During that Summer, I also began sampling pieces that are housed in non-US collections, particularly the ones in Portuguese collections. My study group of objects belongs mainly to US and Portuguese collections but is not exclusive to these two countries. Different institutions and individuals in different countries are contributing to my research either by giving permission for me to sample objects in their collections or by granting access in order to study related pieces. I have had invaluable support from the Winterthur Museum, the Peabody Essex Museum, and the Philadelphia Museum of Art in the US; from the São Roque Museum, the National Palace of Ajuda, and a private collector, all in Lisbon, as well as Jorge Welsh Works of Art both in Lisbon and in London; also in London: the Victoria & Albert Museum and Ronald Phillips Antiques; the Lacquer Museum in Munster, and the Royal Brighton Pavilion in Brighton.
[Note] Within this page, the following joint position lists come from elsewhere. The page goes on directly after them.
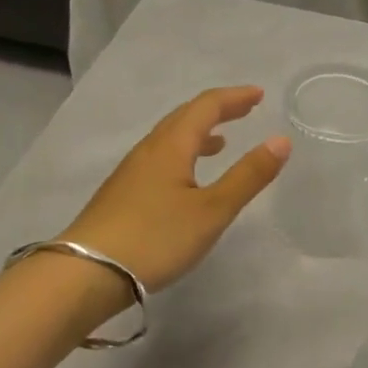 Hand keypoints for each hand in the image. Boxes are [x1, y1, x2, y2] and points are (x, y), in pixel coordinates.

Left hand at [62, 86, 289, 293]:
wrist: (86, 273)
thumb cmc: (156, 238)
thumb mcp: (212, 210)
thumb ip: (248, 176)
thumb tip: (281, 140)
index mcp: (171, 145)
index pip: (206, 106)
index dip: (234, 98)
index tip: (259, 95)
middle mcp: (149, 150)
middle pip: (184, 117)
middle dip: (217, 110)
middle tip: (245, 110)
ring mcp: (131, 172)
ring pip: (169, 139)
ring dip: (198, 133)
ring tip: (221, 142)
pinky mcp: (122, 194)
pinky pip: (160, 158)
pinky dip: (183, 154)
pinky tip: (186, 180)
As I am progressing through my candidacy research has been my focus. For a month and a half, between August and October 2016, with the support of the Phillips Library/Peabody Essex Museum, I was a Frances E. Malamy Fellow and had access to the extensive manuscript collection in Salem, MA. Shipping records were the most important part of my research since these include precious information about merchants, trade, and cargos that circulated between Salem and Guangzhou beginning in 1786 when the ship Grand Turk made the first round-trip between the two port cities. This stay in Salem also allowed me to spend more time studying the Peabody Essex Museum objects that constitute a substantial part of my study group. This visit ended with a presentation about my research to the Asian Export Art Visiting Committee that included a tour of several of the Chinese export art objects in storage at the PEM.